Today a stranger sent me a video

of nine hundred grunge guitarists pogo jumping

to Smells Like Teen Spirit, and three hundred drones

dropped pigs’ feet and rice to students who will eat alone

in Shenzhen. Did you know that there are only

seven fluent speakers of Heiltsuk on the B.C. coast,

and thirty million yen worth of magnetic eyeliner

sold in Tokyo this year? Joshua counted three,

not four bees in the garden the other day and reminded me

there were over one hundred seventeen kids

that did worse than him on the math exam.

Tesla tumbled fifteen percent shedding twelve point five billion,

and nine hundred and thirty Chinstrap penguins

on Heard Island will soon feel the heat of Trump’s tariffs.

Jeremy says he has only six socks left

and according to this graph, if I live to eighty-five

I have seven hundred fifty-seven million, three hundred

eighty-two thousand, four hundred seconds to live

(using leap year average) of which I have devoted

five thousand thirty-two to write this poem

​​​

​​

Pages

 

Silent for the most part

holding their breath between turns

then clearing their throats in soft

coughs, usually alone but sometimes

 

sounding with others, each turn

the same left-hand gesture: thumb scraping

curled edge, index finger pushing down

the page, a double sound

 

I didn’t notice until

I started attending to this paper music,

this delicate symphony of friction

whispering through the library.

This is not an arabesque

 

Not a song to someone.

Not a gift, a gargoyle or a gallant romp

in regal finery through Flanders Fields.

Not that single malt to be sipped and savored.

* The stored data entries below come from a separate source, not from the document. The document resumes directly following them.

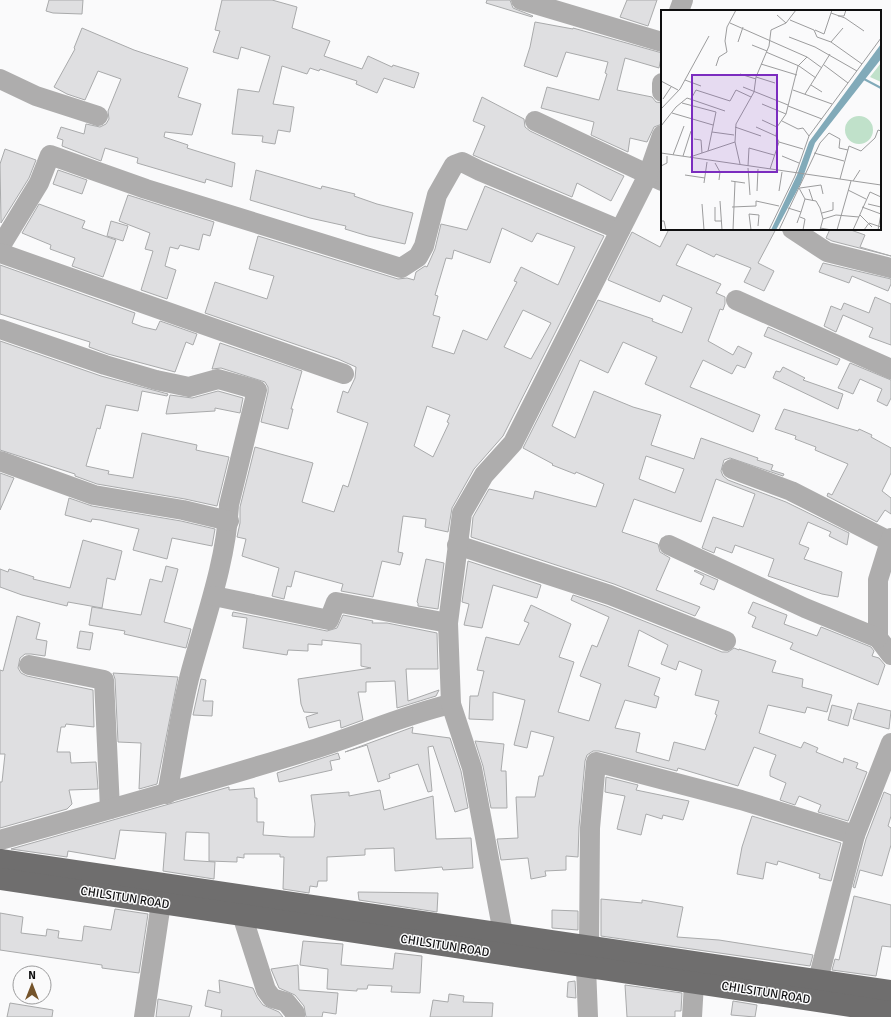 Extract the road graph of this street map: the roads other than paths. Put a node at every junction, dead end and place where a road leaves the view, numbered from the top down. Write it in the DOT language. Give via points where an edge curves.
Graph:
graph roads {
  1 [pos="521,0"];
  2 [pos="683,0"];
  3 [pos="680,10"];
  4 [pos="661,42"];
  5 [pos="0,79"];
  6 [pos="98,116"];
  7 [pos="535,121"];
  8 [pos="661,141"];
  9 [pos="655,178"];
  10 [pos="620,230"];
  11 [pos="794,230"];
  12 [pos="0,247"];
  13 [pos="0,253"];
  14 [pos="891,268"];
  15 [pos="736,300"];
  16 [pos="0,329"];
  17 [pos="891,369"];
  18 [pos="344,374"];
  19 [pos="0,461"];
  20 [pos="732,470"];
  21 [pos="229,521"];
  22 [pos="890,539"];
  23 [pos="457,544"];
  24 [pos="669,544"];
  25 [pos="214,596"];
  26 [pos="448,623"];
  27 [pos="878,638"];
  28 [pos="726,641"];
  29 [pos="891,655"];
  30 [pos="29,665"];
  31 [pos="451,704"];
  32 [pos="891,743"];
  33 [pos="167,794"];
  34 [pos="110,809"];
  35 [pos="855,835"];
  36 [pos="0,840"];
  37 [pos="0,860"];
  38 [pos="0,879"];
  39 [pos="161,903"];
  40 [pos="242,915"];
  41 [pos="503,933"];
  42 [pos="588,957"];
  43 [pos="818,980"];
  44 [pos="694,983"];
  45 [pos="891,992"];
  46 [pos="891,1012"];
  47 [pos="144,1017"];
  48 [pos="294,1017"];
  49 [pos="588,1017"];
  50 [pos="692,1017"];
  1 -- 4 [label="street"];
  2 -- 3 [label="street"];
  5 -- 6 [label="street" via="36,96"];
  7 -- 9 [label="street"];
  8 -- 9 [label="street"];
  9 -- 10 [label="street"];
  10 -- 12 [label="street" via="462,162 454,165 437,195 424,246 418,257 401,268 146,189 50,155 39,183"];
  10 -- 23 [label="street" via="513,443 484,475 462,513"];
  11 -- 14 [label="street" via="827,252"];
  13 -- 18 [label="street"];
  15 -- 17 [label="street"];
  16 -- 21 [label="street" via="156,380 189,387 218,379 257,390 230,505"];
  19 -- 21 [label="street" via="94,495 183,510"];
  20 -- 22 [label="street" via="791,491"];
  21 -- 25 [label="street"];
  22 -- 27 [label="street" via="878,580"];
  23 -- 26 [label="street"];
  23 -- 28 [label="street" via="610,595"];
  24 -- 27 [label="street" via="805,608"];
  25 -- 26 [label="street" via="329,620 336,602"];
  25 -- 33 [label="street" via="202,628 190,674"];
  26 -- 31 [label="street"];
  27 -- 29 [label="street"];
  30 -- 34 [label="street" via="104,680"];
  31 -- 33 [label="street" via="313,750"];
  31 -- 41 [label="street" via="472,768"];
  32 -- 35 [label="street"];
  33 -- 34 [label="street"];
  34 -- 36 [label="street"];
  35 -- 42 [label="street" via="741,800 596,762 590,828"];
  35 -- 43 [label="street"];
  37 -- 41 [label="main road, CHILSITUN ROAD"];
  38 -- 39 [label="main road, CHILSITUN ROAD"];
  39 -- 40 [label="main road, CHILSITUN ROAD"];
  39 -- 47 [label="street"];
  40 -- 42 [label="main road, CHILSITUN ROAD"];
  40 -- 48 [label="street" via="266,990 272,998 286,1002 295,1013"];
  41 -- 42 [label="main road, CHILSITUN ROAD"];
  42 -- 43 [label="main road, CHILSITUN ROAD"];
  42 -- 44 [label="main road, CHILSITUN ROAD"];
  42 -- 49 [label="street"];
  43 -- 45 [label="main road, CHILSITUN ROAD"];
  44 -- 46 [label="main road, CHILSITUN ROAD"];
  44 -- 50 [label="street"];
} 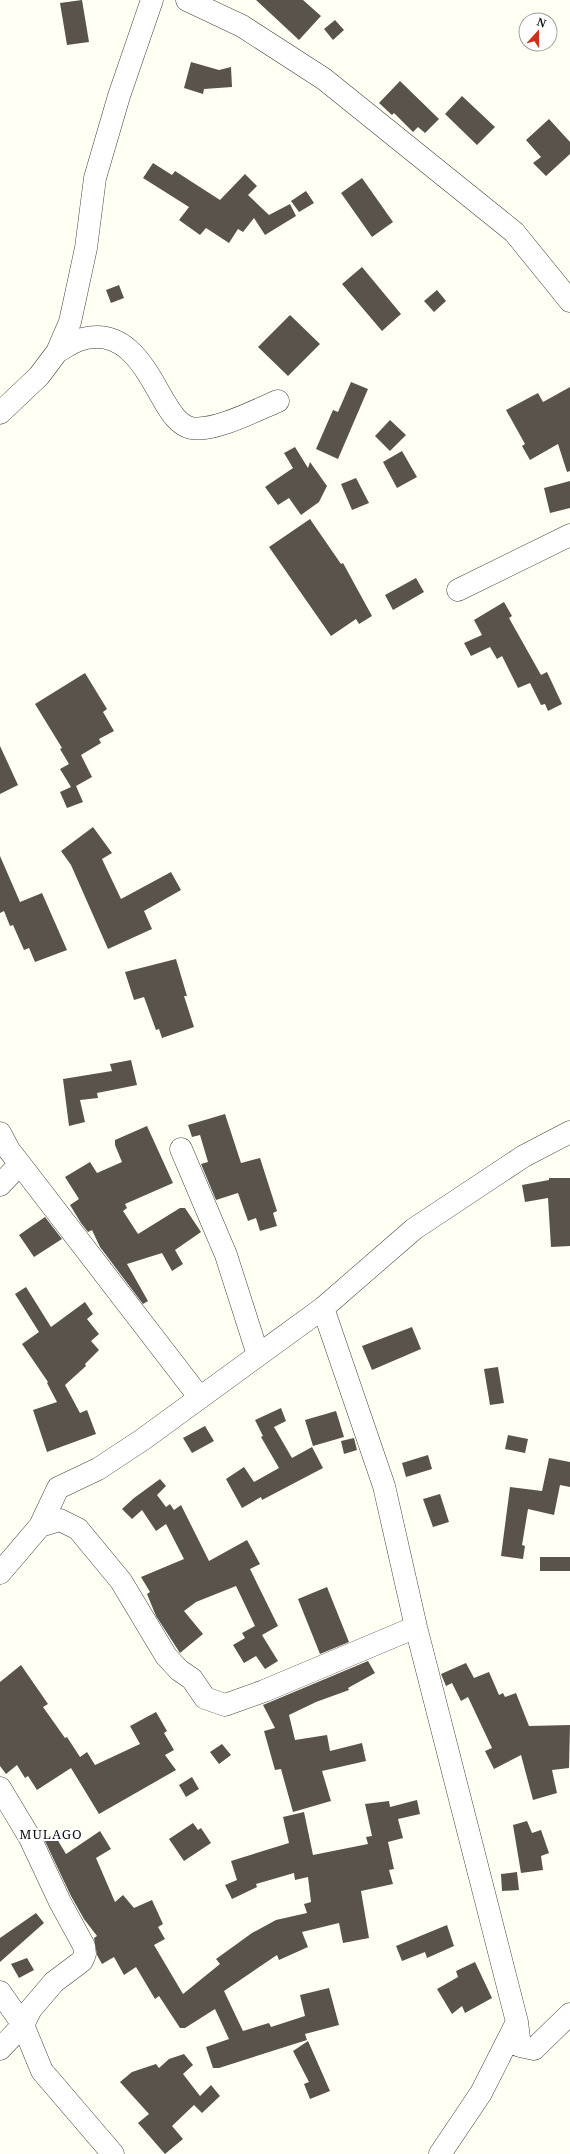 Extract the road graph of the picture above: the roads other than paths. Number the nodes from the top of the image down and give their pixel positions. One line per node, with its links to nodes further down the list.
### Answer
1 (152, 0): 4 (street)
2 (187, 0): 3 (street)
3 (570, 301)
4 (57, 352): 5 (street); 6 (street)
5 (278, 401)
6 (0, 412)
7 (570, 535): 8 (street)
8 (458, 590)
9 (570, 1132): 14 (street)
10 (0, 1133): 12 (street)
11 (181, 1149): 15 (street)
12 (20, 1164): 13 (street); 16 (street)
13 (0, 1185)
14 (323, 1308): 15 (street); 19 (street)
15 (258, 1355): 16 (street)
16 (200, 1398): 17 (street)
17 (40, 1526): 18 (street); 19 (street)
18 (0, 1573)
19 (416, 1627): 23 (street)
20 (0, 1788): 24 (street)
21 (0, 1992): 24 (street)
22 (570, 2014): 23 (street)
23 (517, 2022): 27 (street)
24 (23, 2025): 25 (street); 26 (street)
25 (0, 2049)
26 (113, 2154)
27 (440, 2154)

Nor a tonic, a tease, or my raison d’être.

Nor a bet

with the Devil, a bone for the dog, a prayer

for peace, or my Für Elise.

Not something to send in a bottle in the vain hope

that over the space of its journey through the ocean of oblivion

it might just manage to catch the eye

of the girl with the flaxen hair

who will roll it out under the soft light of her desk lamp

to savor this hymn to hush the night.

No.

It’s just a poem.

Tips For Budding Poets: No. 7

 

Don’t expect your readers to reach out to you.

Offer your poems as gifts to the world.

Release them to the wind or sea

Tie them to the legs of storks, greasy barstools

or vintage clawfoot lamps.

Wedge them under moss-wrapped boulders

in Japanese gardens, or let the tides

slide your syntax over seaweed and sun-kissed sand.

Try singing them softly to sympathetic birds

who will spread your message to distant lands.

Affix them to cold white walls in corporate

boardrooms or to ceilings of cemetery columbaria.

Hang your tropes and strophes from disco balls

and chandeliers in has-been hotel halls.

If you can slide a sestina through the eye of a needle

or into the hands of the poor, you are up to gifting

a ghazal to lodging home carpet cleaning staff.

Softly, without pushing, offer your chapbook

to taxi drivers, clowns and radiologists.

Pass a parody to a prima donna, and if pressed,

drop your dithyrambs into her well as quietly

as possible until you tire. If you are feeling sneaky

slip a sonnet into the back pocket of a tourist

you have tailed in a treasure hunt.

If all else fails, squeeze your haikus into balls

and throw them over the edge.

Bones

 

Your boyish skin

has finally given in

to your restless bones’ demands.

Even the knuckles are on the attack

whining for a little slack.

 

Bones are stubborn,

will not bend.

They spread about the body, distend

without consulting the soft bits

which puts proportions

out of whack.

 

Clack, crack, clack, your gangly stilts

can barely bear your height.

Balance is off

and your upper half

has yet to catch up to the legs

that just     don’t     step

right.

 

Obstinate, crafty bones!

You’ve been crawling under his skin

for weeks.

He just can’t keep

still

 

The bones are bulging at the knee

How odd his frame’s

topography.

 

My little boy

who’s leaving me.

Omoshi

 

You will find it dozing on the third shelf

of the rust ridden dilapidated shed

under a clot of oily rags.

Wrench it loose.

Feel its heft in your hand.

Nothing you have held of equal size

is as heavy as this timeworn clump of iron.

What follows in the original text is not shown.